That's more like it 

I guess the soultion for you is 
[a] don't read threads with "V6" in the title
* don't buy one

and you should be happy.

For many others there are many questions and I, like many others, won't dismiss it until I've tried it.

Thanks for you opinions. It makes a forum work much better *


----------



## Jac-in-a-Box (Nov 9, 2002)

Sorry if I am "hi-jacking", but, TTrrrrrrr if you are still viewing this thread, could you please respond to my IM 27/2

Thanks guys 

Jackie


----------



## Steve_M (May 6, 2002)

I agree in part with TTrrrrrr . . . the TT is heavy enough as it is and doesn't need any more weight - what it needs is more power - 280bhp in a lighter car would be great.

Not having seen one, or even a picture, I don't know if it's ugly, but the rear spoiler Audi put on the MkII TT ruined the rump. I always meant to get mine removed but never got round to it.

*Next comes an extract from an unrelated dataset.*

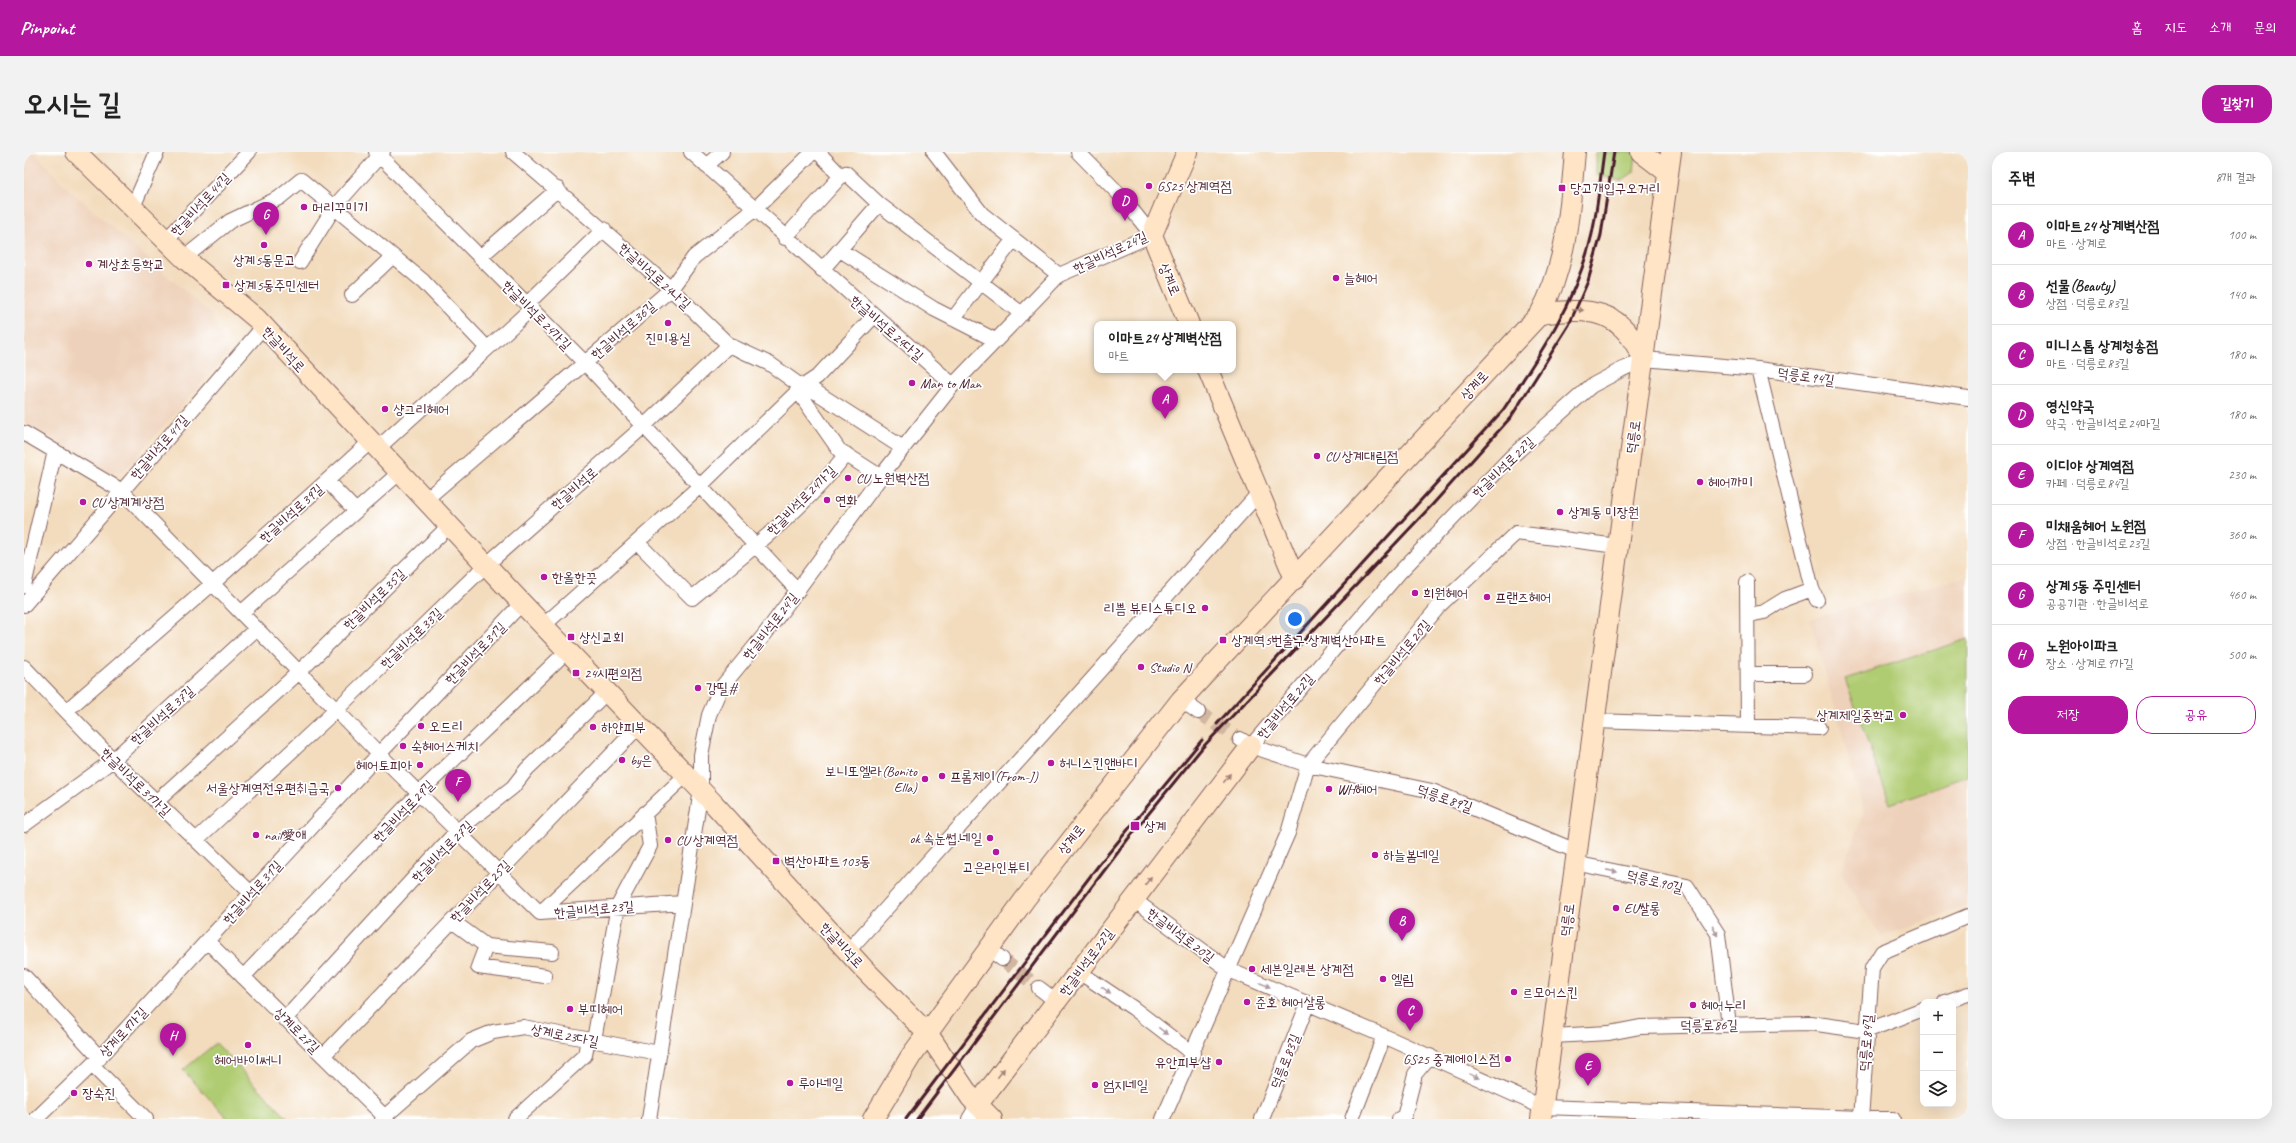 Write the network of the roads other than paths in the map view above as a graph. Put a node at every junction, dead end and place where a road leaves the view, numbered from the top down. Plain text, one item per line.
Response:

Incidentally, Hi-Spec in Dartford now do a 4 and 6 pot brake conversion for the TT - about Â£880 for two 4 pot callipers, 335mm discs and fitting kit.


----------



## Guest (Mar 1, 2003)

280bhp would be great but it'll never happen with current TT chassis as Audi reckon it can only handle 260~265 :-/

Sorry to harp on about this but it still seems odd that Audi would see it necessary to put a different speedo in the car.

Question for TTrrrrrrrrr....

If the TT was first produced with the same body as the V6 would you have bought a TT?


----------



## CH_Peter (May 16, 2002)

Personally (and hopefully no-one will be jumping on personal opinions here), I like the idea of a V6 TT. Having test driven a range of cars recently, I'm thinking I like CC over turbo, and am seriously considering the V6. I like the idea of the DSG, too.

I don't know why people think that the V6 is "ugly", because it's hardly a huge step away from the current TT (and I quote TTrrrrrrrrrr from another thread). I grant you that anyone can have the opinion it's an improvement or a step in the wrong direction, looks wise.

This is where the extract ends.